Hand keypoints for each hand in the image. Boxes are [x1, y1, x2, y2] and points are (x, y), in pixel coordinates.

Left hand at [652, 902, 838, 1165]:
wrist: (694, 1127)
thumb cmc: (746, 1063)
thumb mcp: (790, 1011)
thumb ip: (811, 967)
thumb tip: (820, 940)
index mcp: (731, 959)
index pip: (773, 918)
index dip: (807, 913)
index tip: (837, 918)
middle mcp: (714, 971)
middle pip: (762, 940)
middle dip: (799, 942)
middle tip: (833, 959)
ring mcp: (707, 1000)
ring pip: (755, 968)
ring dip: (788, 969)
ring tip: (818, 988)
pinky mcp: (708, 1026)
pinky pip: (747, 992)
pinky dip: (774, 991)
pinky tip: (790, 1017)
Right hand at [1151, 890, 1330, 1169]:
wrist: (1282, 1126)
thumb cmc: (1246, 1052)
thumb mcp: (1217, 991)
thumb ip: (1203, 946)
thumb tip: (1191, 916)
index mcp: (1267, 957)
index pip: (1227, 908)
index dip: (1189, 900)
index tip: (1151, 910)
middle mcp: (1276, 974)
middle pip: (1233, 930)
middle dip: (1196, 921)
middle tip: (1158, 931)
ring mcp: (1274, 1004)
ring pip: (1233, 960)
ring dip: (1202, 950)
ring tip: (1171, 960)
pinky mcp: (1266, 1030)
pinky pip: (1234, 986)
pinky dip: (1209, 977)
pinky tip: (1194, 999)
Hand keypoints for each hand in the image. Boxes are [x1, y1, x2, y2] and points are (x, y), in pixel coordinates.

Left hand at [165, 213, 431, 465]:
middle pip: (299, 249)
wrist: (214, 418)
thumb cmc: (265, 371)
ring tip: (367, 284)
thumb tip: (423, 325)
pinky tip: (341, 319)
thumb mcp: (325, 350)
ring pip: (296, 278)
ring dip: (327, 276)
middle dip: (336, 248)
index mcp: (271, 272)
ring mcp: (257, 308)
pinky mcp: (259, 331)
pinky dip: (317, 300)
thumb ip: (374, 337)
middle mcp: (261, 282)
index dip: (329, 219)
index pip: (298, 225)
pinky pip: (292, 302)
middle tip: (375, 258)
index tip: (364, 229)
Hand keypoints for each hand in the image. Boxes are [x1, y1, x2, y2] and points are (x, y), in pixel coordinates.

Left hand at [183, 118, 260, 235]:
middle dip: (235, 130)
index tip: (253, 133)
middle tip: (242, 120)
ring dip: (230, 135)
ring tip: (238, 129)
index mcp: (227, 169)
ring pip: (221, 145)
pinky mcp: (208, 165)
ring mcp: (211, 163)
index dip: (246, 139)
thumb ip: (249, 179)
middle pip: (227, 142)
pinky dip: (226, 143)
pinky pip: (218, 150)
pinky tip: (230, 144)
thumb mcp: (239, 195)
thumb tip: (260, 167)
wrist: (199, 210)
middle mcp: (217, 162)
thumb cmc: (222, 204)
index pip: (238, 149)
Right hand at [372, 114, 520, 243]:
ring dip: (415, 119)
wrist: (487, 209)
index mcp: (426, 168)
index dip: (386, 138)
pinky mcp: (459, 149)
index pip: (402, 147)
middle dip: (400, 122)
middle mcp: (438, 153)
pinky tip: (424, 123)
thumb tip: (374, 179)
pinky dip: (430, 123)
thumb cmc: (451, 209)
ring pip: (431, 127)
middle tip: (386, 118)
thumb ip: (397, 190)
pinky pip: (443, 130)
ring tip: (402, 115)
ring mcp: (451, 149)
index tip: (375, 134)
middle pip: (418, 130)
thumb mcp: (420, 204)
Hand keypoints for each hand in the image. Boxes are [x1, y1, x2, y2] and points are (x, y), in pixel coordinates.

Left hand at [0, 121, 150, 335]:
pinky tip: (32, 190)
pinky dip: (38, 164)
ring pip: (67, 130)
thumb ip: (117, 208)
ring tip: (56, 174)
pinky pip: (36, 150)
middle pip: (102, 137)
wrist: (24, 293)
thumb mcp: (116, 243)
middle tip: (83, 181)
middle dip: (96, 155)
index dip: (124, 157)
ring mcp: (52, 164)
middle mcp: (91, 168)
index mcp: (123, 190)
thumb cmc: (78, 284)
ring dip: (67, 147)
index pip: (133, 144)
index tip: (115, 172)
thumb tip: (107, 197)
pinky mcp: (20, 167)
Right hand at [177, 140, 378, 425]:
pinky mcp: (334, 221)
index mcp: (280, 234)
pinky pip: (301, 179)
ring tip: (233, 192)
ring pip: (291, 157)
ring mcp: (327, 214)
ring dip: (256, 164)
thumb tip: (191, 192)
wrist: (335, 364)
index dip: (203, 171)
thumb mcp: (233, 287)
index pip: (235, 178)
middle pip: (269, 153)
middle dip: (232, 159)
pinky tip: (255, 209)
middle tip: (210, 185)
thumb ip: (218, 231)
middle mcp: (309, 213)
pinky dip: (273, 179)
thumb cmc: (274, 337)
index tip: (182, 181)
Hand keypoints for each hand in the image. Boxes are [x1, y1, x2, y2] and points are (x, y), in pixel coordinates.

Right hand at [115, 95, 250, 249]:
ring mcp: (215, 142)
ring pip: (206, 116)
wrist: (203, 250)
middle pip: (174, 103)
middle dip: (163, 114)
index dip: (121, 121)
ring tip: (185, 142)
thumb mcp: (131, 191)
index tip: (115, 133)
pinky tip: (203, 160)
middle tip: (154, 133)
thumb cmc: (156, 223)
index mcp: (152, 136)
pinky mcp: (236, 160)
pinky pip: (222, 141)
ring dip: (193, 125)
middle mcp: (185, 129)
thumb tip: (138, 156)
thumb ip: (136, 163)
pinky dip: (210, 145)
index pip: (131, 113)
- - - - -
§ **Exercise directions**
Please transcribe only the lines in the records above running from the line that has "ring mcp: (327, 214)" through the line that has "pinky mcp: (236, 160)", both included, exactly as they appear.

§ **The answer**
ring mcp: (327, 214)
ring dip: (256, 164)
thumb tip: (191, 192)
wrist: (335, 364)
index dip: (203, 171)
thumb mcp: (233, 287)
index pip: (235, 178)
middle pip: (269, 153)
middle dip: (232, 159)
pinky tip: (255, 209)
middle tip: (210, 185)
thumb ip: (218, 231)
middle mcp: (309, 213)
pinky dip: (273, 179)
thumb cmc: (274, 337)
index tip: (182, 181)
Hand keypoints for each hand in the image. Boxes are [x1, y1, x2, y2] and points are (x, y), in pixel coordinates.

Right hand at [115, 95, 250, 249]:
ring mcp: (215, 142)
ring pip: (206, 116)
wrist: (203, 250)
middle pip: (174, 103)
middle dip: (163, 114)
index dip: (121, 121)
ring tip: (185, 142)
thumb mcp: (131, 191)
index tip: (115, 133)
pinky tip: (203, 160)
middle tip: (154, 133)
thumb cmc: (156, 223)
index mcp: (152, 136)
pinky mcp: (236, 160)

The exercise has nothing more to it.